Identifying the Lineament Structure Cooperatively Using the Airborne Gravimetric, Magnetic, and Remote Sensing Data: A Case Study From the Pobei Area, NW China

Identification of lineament structure plays a vital role in determining the metallogenic area and distribution of the geologic structure. Edge detection methods are mostly used to recognize the lineaments and define the geologic boundaries. Cooperatively using edge detection results of the gravity, magnetic, and remote sensing (RS) data to recognize lineaments would obtain more geologic information. In this article, new edge detectors of potential field derivatives are proposed to determine the sources' boundary, named second tilt derivative, the tilt of vertical derivative, and the normalized second vertical derivative, respectively. Presented approaches are characterized by producing zero amplitude over sources' edges and equalizing anomalies from different depths. Compared with original edge detection techniques, including other second derivative methods, synthetic examples reveal significant superiorities of suggested approaches in providing more accurate and sharper edges and are especially effective in distinguishing superimposed anomalies. The experiments also demonstrate that the normalization of the edge detectors will make images cleaner and geologic edges more easily captured. Applied to airborne gravimetric and magnetic data in the Pobei area (NW China), the proposed methods display more geologic details and lineaments.

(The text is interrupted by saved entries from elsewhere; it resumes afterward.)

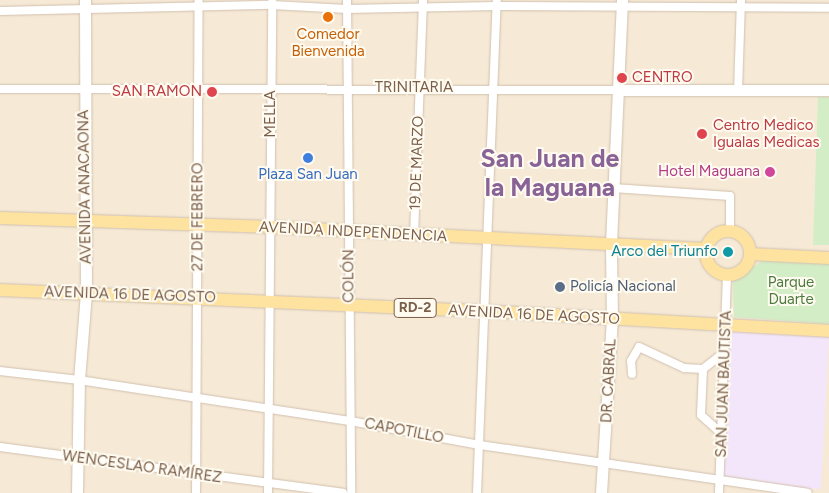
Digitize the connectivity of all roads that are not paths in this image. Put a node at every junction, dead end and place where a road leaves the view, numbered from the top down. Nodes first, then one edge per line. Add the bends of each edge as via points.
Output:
1 (347, 0) edge
2 (199, 3) edge
3 (272, 3) edge
4 (496, 3) edge
5 (622, 3) edge
6 (741, 3) edge
7 (423, 4) edge
8 (85, 5) edge
9 (829, 8) edge
10 (347, 9) junction
11 (0, 11) edge
12 (419, 87) junction
13 (492, 87) junction
14 (348, 88) junction
15 (0, 89) edge
16 (83, 90) junction
17 (198, 90) junction
18 (271, 90) junction
19 (617, 90) junction
20 (738, 90) junction
21 (829, 90) edge
22 (613, 188) junction
23 (0, 218) edge
24 (86, 220) junction
25 (198, 226) junction
26 (272, 227) junction
27 (730, 232) junction
28 (349, 233) junction
29 (414, 236) junction
30 (486, 239) junction
31 (611, 243) junction
32 (706, 249) junction
33 (750, 254) junction
34 (829, 258) edge
35 (727, 275) junction
36 (0, 290) edge
37 (86, 293) junction
38 (197, 297) junction
39 (270, 301) junction
40 (349, 306) junction
41 (485, 311) junction
42 (612, 319) junction
43 (726, 326) junction
44 (829, 331) edge
45 (725, 352) junction
46 (703, 368) junction
47 (0, 371) edge
48 (632, 374) dead end
49 (79, 380) junction
50 (196, 400) junction
51 (269, 411) junction
52 (350, 421) junction
53 (722, 434) junction
54 (480, 445) junction
55 (0, 447) edge
56 (78, 458) junction
57 (604, 462) junction
58 (196, 475) junction
59 (720, 482) junction
60 (268, 484) junction
61 (77, 493) edge
62 (196, 493) edge
63 (268, 493) edge
64 (344, 493) edge
65 (351, 493) edge
66 (477, 493) edge
67 (601, 493) edge
68 (719, 493) edge
69 (808, 493) edge

1 - 10 street, COLÓN
2 - 3 street
2 - 8 street
2 - 17 street, 27 DE FEBRERO
3 - 10 street
3 - 18 street, MELLA
4 - 5 street
4 - 7 street
4 - 13 street
5 - 6 street
5 - 19 street, DR. CABRAL
6 - 9 street
6 - 20 street
7 - 10 street
7 - 12 street, 19 DE MARZO
8 - 11 street
8 - 16 street, AVENIDA ANACAONA
10 - 14 street, COLÓN
12 - 13 street, TRINITARIA
12 - 14 street, TRINITARIA
12 - 29 street, 19 DE MARZO
13 - 19 street, TRINITARIA
13 - 30 street
14 - 18 street, TRINITARIA
14 - 28 street, COLÓN
15 - 16 street, TRINITARIA
16 - 17 street, TRINITARIA
16 - 24 street, AVENIDA ANACAONA
17 - 18 street, TRINITARIA
17 - 25 street, 27 DE FEBRERO
18 - 26 street, MELLA
19 - 20 street, TRINITARIA
19 - 22 street, DR. CABRAL
20 - 21 street, TRINITARIA
22 - 27 street via 730,196
22 - 31 street, DR. CABRAL
23 - 24 main road, AVENIDA INDEPENDENCIA
24 - 25 main road, AVENIDA INDEPENDENCIA
24 - 37 street, AVENIDA ANACAONA
25 - 26 main road, AVENIDA INDEPENDENCIA
25 - 38 street, 27 DE FEBRERO
26 - 28 main road, AVENIDA INDEPENDENCIA
26 - 39 street, MELLA
27 - 32 main road via 718,234
27 - 33 main road via 746,242
28 - 29 main road, AVENIDA INDEPENDENCIA
28 - 40 street, COLÓN
29 - 30 main road, AVENIDA INDEPENDENCIA
30 - 31 main road, AVENIDA INDEPENDENCIA
30 - 41 street
31 - 32 main road, AVENIDA INDEPENDENCIA
31 - 42 street, DR. CABRAL
32 - 35 main road via 708,264 720,274
33 - 34 main road
33 - 35 main road via 740,272
35 - 43 street, SAN JUAN BAUTISTA
36 - 37 main road, AVENIDA 16 DE AGOSTO / RD-2
37 - 38 main road, AVENIDA 16 DE AGOSTO / RD-2
37 - 49 street, AVENIDA ANACAONA
38 - 39 main road, AVENIDA 16 DE AGOSTO / RD-2
38 - 50 street, 27 DE FEBRERO
39 - 40 main road, AVENIDA 16 DE AGOSTO / RD-2
39 - 51 street
40 - 41 main road, AVENIDA 16 DE AGOSTO / RD-2
40 - 52 street, COLÓN
41 - 42 main road, AVENIDA 16 DE AGOSTO / RD-2
41 - 54 street
42 - 43 main road, AVENIDA 16 DE AGOSTO / RD-2
42 - 57 street, DR. CABRAL
43 - 44 main road, AVENIDA 16 DE AGOSTO / RD-2
43 - 45 street, SAN JUAN BAUTISTA
45 - 46 street
45 - 53 street, SAN JUAN BAUTISTA
46 - 48 street via 677,366 639,347 631,361
46 - 53 street via 702,415
47 - 49 street, CAPOTILLO
49 - 50 street, CAPOTILLO
49 - 56 street, AVENIDA ANACAONA
50 - 51 street, CAPOTILLO
50 - 58 street, 27 DE FEBRERO
51 - 52 street, CAPOTILLO
51 - 60 street
52 - 54 street, CAPOTILLO
52 - 65 street, COLÓN
53 - 59 street, SAN JUAN BAUTISTA
54 - 57 street, CAPOTILLO
54 - 66 street
55 - 56 street, WENCESLAO RAMÍREZ
56 - 58 street, WENCESLAO RAMÍREZ
56 - 61 street, AVENIDA ANACAONA
57 - 59 street, CAPOTILLO
57 - 67 street, DR. CABRAL
58 - 60 street, WENCESLAO RAMÍREZ
58 - 62 street, 27 DE FEBRERO
59 - 68 street, SAN JUAN BAUTISTA
59 - 69 street, CAPOTILLO
60 - 63 street
60 - 64 street, WENCESLAO RAMÍREZ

Canny, Sobel, and Prewitt operators are applied to extract the boundaries of the RS image. Lineaments picked by the three different types of data are combined collectively to get a comprehensive lineaments structure interpretation.

Automated summary

Identification of lineament structure is crucial for determining metallogenic areas and geologic structure distribution. The use of edge detection methods with gravity, magnetic, and remote sensing data can provide more geological information. New edge detectors for potential field derivatives have advantages in producing clear edges, equalizing anomalies, and distinguishing superimposed anomalies. Combining different data types to extract lineaments results in a more comprehensive interpretation of lineament structures.